A separate place for meditation is a must for me. There must be a peaceful, and pretty place to meditate. This may be just a smaller greenhouse type room off of the main room. It must have a door. Meditation is a private quiet activity. The room should be dedicated to that and nothing else. It should have plenty of light for growing things or an outside view of a garden. It should be airy and bright. It need not be large.
What other rooms? I know my wife would want some kind of a studio for painting and such. I, for sure, would need a fair sized office. Both of these rooms should be handy to, but separate from, the activities room. For us, television is not central to our lives. For me, it's useful for keeping current on the news. So a TV set in a corner, near the fireplace, would suffice. It's not a big deal.
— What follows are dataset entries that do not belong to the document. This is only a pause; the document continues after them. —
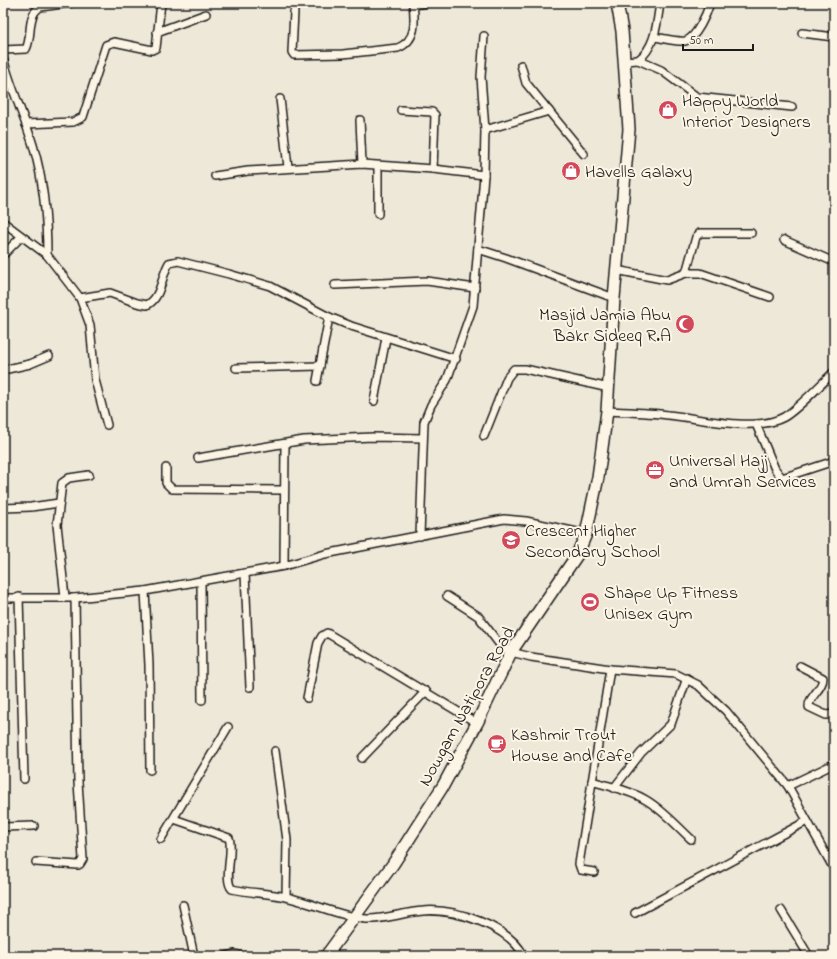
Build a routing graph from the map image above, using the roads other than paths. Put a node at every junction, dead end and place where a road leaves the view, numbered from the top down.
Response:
1 (71, 3) edge
2 (161, 3) edge
3 (426, 3) edge
4 (617, 3) edge
5 (660, 3) edge
6 (710, 3) edge
7 (413, 4) edge
8 (294, 12) dead end
9 (206, 14) dead end
10 (157, 32) junction
11 (802, 33) dead end
12 (484, 36) dead end
13 (654, 37) junction
14 (834, 37) edge
15 (3, 50) edge
16 (3, 58) edge
17 (624, 60) junction
18 (638, 60) junction
19 (522, 65) dead end
20 (280, 99) dead end
21 (792, 108) dead end
22 (401, 110) dead end
23 (549, 111) junction
24 (360, 120) dead end
25 (26, 124) junction
26 (485, 130) junction
27 (584, 154) dead end
28 (362, 164) junction
29 (378, 166) junction
30 (288, 167) junction
31 (433, 169) junction
32 (216, 176) dead end
33 (484, 176) junction
34 (378, 214) dead end
35 (3, 222) edge
36 (751, 233) dead end
37 (21, 237) junction
38 (784, 240) dead end
39 (478, 249) junction
40 (47, 254) junction
41 (3, 255) edge
42 (834, 262) edge
43 (616, 270) junction
44 (686, 273) junction
45 (334, 285) dead end
46 (475, 288) junction
47 (770, 297) dead end
48 (80, 298) junction
49 (614, 298) junction
50 (328, 317) junction
51 (386, 338) junction
52 (50, 356) dead end
53 (456, 358) junction
54 (320, 366) junction
55 (236, 368) dead end
56 (3, 370) edge
57 (834, 372) edge
58 (317, 381) dead end
59 (609, 388) junction
60 (374, 401) dead end
61 (607, 411) junction
62 (756, 424) junction
63 (107, 425) dead end
64 (484, 436) dead end
65 (422, 438) junction
66 (285, 444) junction
67 (198, 458) dead end
68 (834, 461) edge
69 (166, 468) dead end
70 (89, 475) dead end
71 (284, 490) junction
72 (59, 503) junction
73 (3, 508) edge
74 (586, 534) junction
75 (420, 536) junction
76 (284, 566) junction
77 (244, 573) junction
78 (200, 582) junction
79 (145, 591) junction
80 (448, 596) dead end
81 (19, 597) junction
82 (65, 597) junction
83 (3, 598) edge
84 (75, 598) junction
85 (511, 652) junction
86 (800, 666) dead end
87 (610, 669) junction
88 (687, 678) junction
89 (250, 687) dead end
90 (426, 691) junction
91 (307, 698) dead end
92 (202, 700) dead end
93 (834, 714) edge
94 (477, 723) junction
95 (228, 727) dead end
96 (275, 751) dead end
97 (362, 758) dead end
98 (834, 764) edge
99 (150, 770) dead end
100 (24, 779) dead end
101 (592, 781) junction
102 (788, 786) junction
103 (614, 788) junction
104 (174, 819) junction
105 (807, 821) junction
106 (34, 826) dead end
107 (3, 827) edge
108 (160, 839) dead end
109 (692, 839) dead end
110 (36, 862) dead end
111 (834, 869) edge
112 (594, 872) dead end
113 (286, 897) junction
114 (182, 905) dead end
115 (781, 910) dead end
116 (635, 913) dead end
117 (354, 917) junction
118 (194, 956) edge
119 (226, 956) edge
120 (243, 956) edge
121 (326, 956) edge
122 (524, 956) edge
123 (809, 956) edge

1 - 15 street
2 - 10 street
3 - 7 street
4 - 17 main road, Nowgam Natipora Road
5 - 13 street
6 - 13 street
7 - 8 street
9 - 10 street
10 - 25 street
11 - 14 street
12 - 26 street
13 - 18 street
16 - 25 street
17 - 18 street
17 - 43 main road, Nowgam Natipora Road
18 - 21 street
19 - 23 street
20 - 30 street
22 - 31 street
23 - 26 street
23 - 27 street
24 - 28 street
25 - 40 street
26 - 33 street
28 - 29 street
28 - 30 street
29 - 31 street
29 - 34 street
30 - 32 street
31 - 33 street
33 - 39 street
35 - 37 street
36 - 44 street
37 - 40 street
37 - 41 street
38 - 42 street
39 - 46 street
39 - 49 street
40 - 48 street
43 - 44 street
43 - 49 main road, Nowgam Natipora Road
44 - 47 street
45 - 46 street
46 - 53 street
48 - 50 street
48 - 63 street
49 - 59 main road, Nowgam Natipora Road
50 - 51 street
50 - 54 street
51 - 53 street
51 - 60 street
52 - 56 street
53 - 65 street
54 - 55 street
54 - 58 street
57 - 62 street
59 - 61 main road, Nowgam Natipora Road
59 - 64 street
61 - 62 street
61 - 74 main road, Nowgam Natipora Road
62 - 68 street
65 - 66 street
65 - 75 street
66 - 67 street
66 - 71 street
69 - 71 street
70 - 72 street
71 - 76 street
72 - 73 street
72 - 82 street
74 - 75 street
74 - 85 main road, Nowgam Natipora Road
75 - 76 street
76 - 77 street
77 - 78 street
77 - 89 street
78 - 79 street
78 - 92 street
79 - 84 street
79 - 99 street
80 - 85 street
81 - 82 street
81 - 83 street
81 - 100 street
82 - 84 street
84 - 110 street
85 - 87 street
85 - 94 main road, Nowgam Natipora Road
86 - 93 street
87 - 88 street
87 - 101 street
88 - 102 street
88 - 103 street
90 - 91 street
90 - 94 street
90 - 97 street
94 - 117 main road, Nowgam Natipora Road
95 - 104 street
96 - 113 street
98 - 102 street
101 - 103 street
101 - 112 street
102 - 105 street
103 - 109 street
104 - 108 street
104 - 113 street
105 - 111 street
105 - 116 street
106 - 107 street
113 - 117 street
114 - 118 street
115 - 123 street
117 - 121 main road, Nowgam Natipora Road
117 - 122 street
119 - 120 street

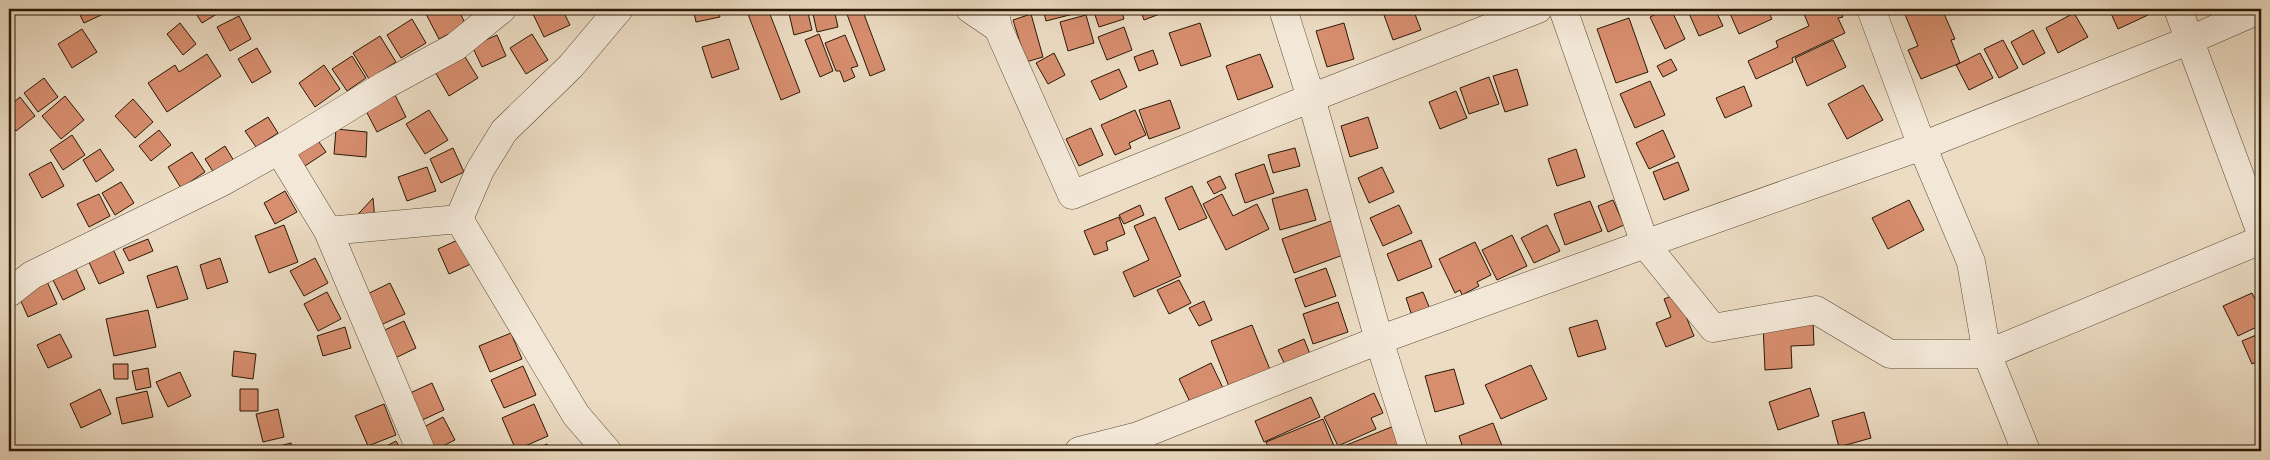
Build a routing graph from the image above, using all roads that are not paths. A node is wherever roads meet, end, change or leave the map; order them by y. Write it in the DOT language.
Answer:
graph roads {
  1 [pos="502,9"];
  2 [pos="619,9"];
  3 [pos="970,9"];
  4 [pos="1283,9"];
  5 [pos="1538,9"];
  6 [pos="1563,9"];
  7 [pos="1871,9"];
  8 [pos="2178,9"];
  9 [pos="2261,9"];
  10 [pos="996,18"];
  11 [pos="2190,40"];
  12 [pos="1311,98"];
  13 [pos="1922,146"];
  14 [pos="279,150"];
  15 [pos="459,219"];
  16 [pos="328,231"];
  17 [pos="2261,233"];
  18 [pos="2261,240"];
  19 [pos="1645,244"];
  20 [pos="9,293"];
  21 [pos="1379,340"];
  22 [pos="1987,354"];
  23 [pos="1140,444"];
  24 [pos="421,451"];
  25 [pos="607,451"];
  26 [pos="1079,451"];
  27 [pos="1414,451"];
  28 [pos="2026,451"];
  1 -- 14 [label="street"];
  2 -- 15 [label="street"];
  3 -- 10 [label="street"];
  4 -- 12 [label="street"];
  5 -- 12 [label="street"];
  6 -- 19 [label="street"];
  7 -- 13 [label="street"];
  8 -- 11 [label="street"];
  9 -- 11 [label="street"];
  10 -- 12 [label="street"];
  11 -- 13 [label="street"];
  11 -- 17 [label="street"];
  12 -- 21 [label="street"];
  13 -- 19 [label="street"];
  13 -- 22 [label="street"];
  14 -- 16 [label="street"];
  14 -- 20 [label="street"];
  15 -- 16 [label="street"];
  15 -- 25 [label="street"];
  16 -- 24 [label="street"];
  18 -- 22 [label="street"];
  19 -- 21 [label="street"];
  19 -- 22 [label="street"];
  21 -- 23 [label="street"];
  21 -- 27 [label="street"];
  22 -- 28 [label="street"];
  23 -- 26 [label="street"];
}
Finally, there must be a shop or hobby area. That could be in a basement or even a garage. It's important, but not central.
The only other things we need are bedrooms. This is another area where I think we are off the track. I think we could avoid a great number of our winter ailments if we slept outside. Stay with me on this. What I mean by that is that a bedroom should be unheated and be open to outside air. The room need not be exposed to rain and snow to do this. It could have a large screened window to let the air in. Clearly, to do that, the room must be separated and insulated from the rest of the house.
Now, to keep from freezing to death, we would need electric blankets and mattresses for local heat. We should also be able to close the window on those blistering hot days and invoke a little air conditioning. I would also make the bedroom a two room affair. There would be a separate heated dressing room with a closet and a door opening to the bedroom. The bedroom would be just that; a room big enough to hold a bed.
Not really part of the house proper, is the porch. I feel that a huge screened porch is a must. With that, a hanging porch swing would be nice. The door from the porch to the yard would be a simple screen door. To complete this picture of nostalgia, the screen door must squeak and slam when you let go of it. Can you hear grandma shouting, "Don't let that door slam!" Then the loud squeak and the bang!
That is the house I would build if I were starting over today.
Houses, the way they are now are designed for lazy couch potatoes.
For active, dynamic, thinking people, they are inconvenient. The
central ideas of my house are activities and social intercourse.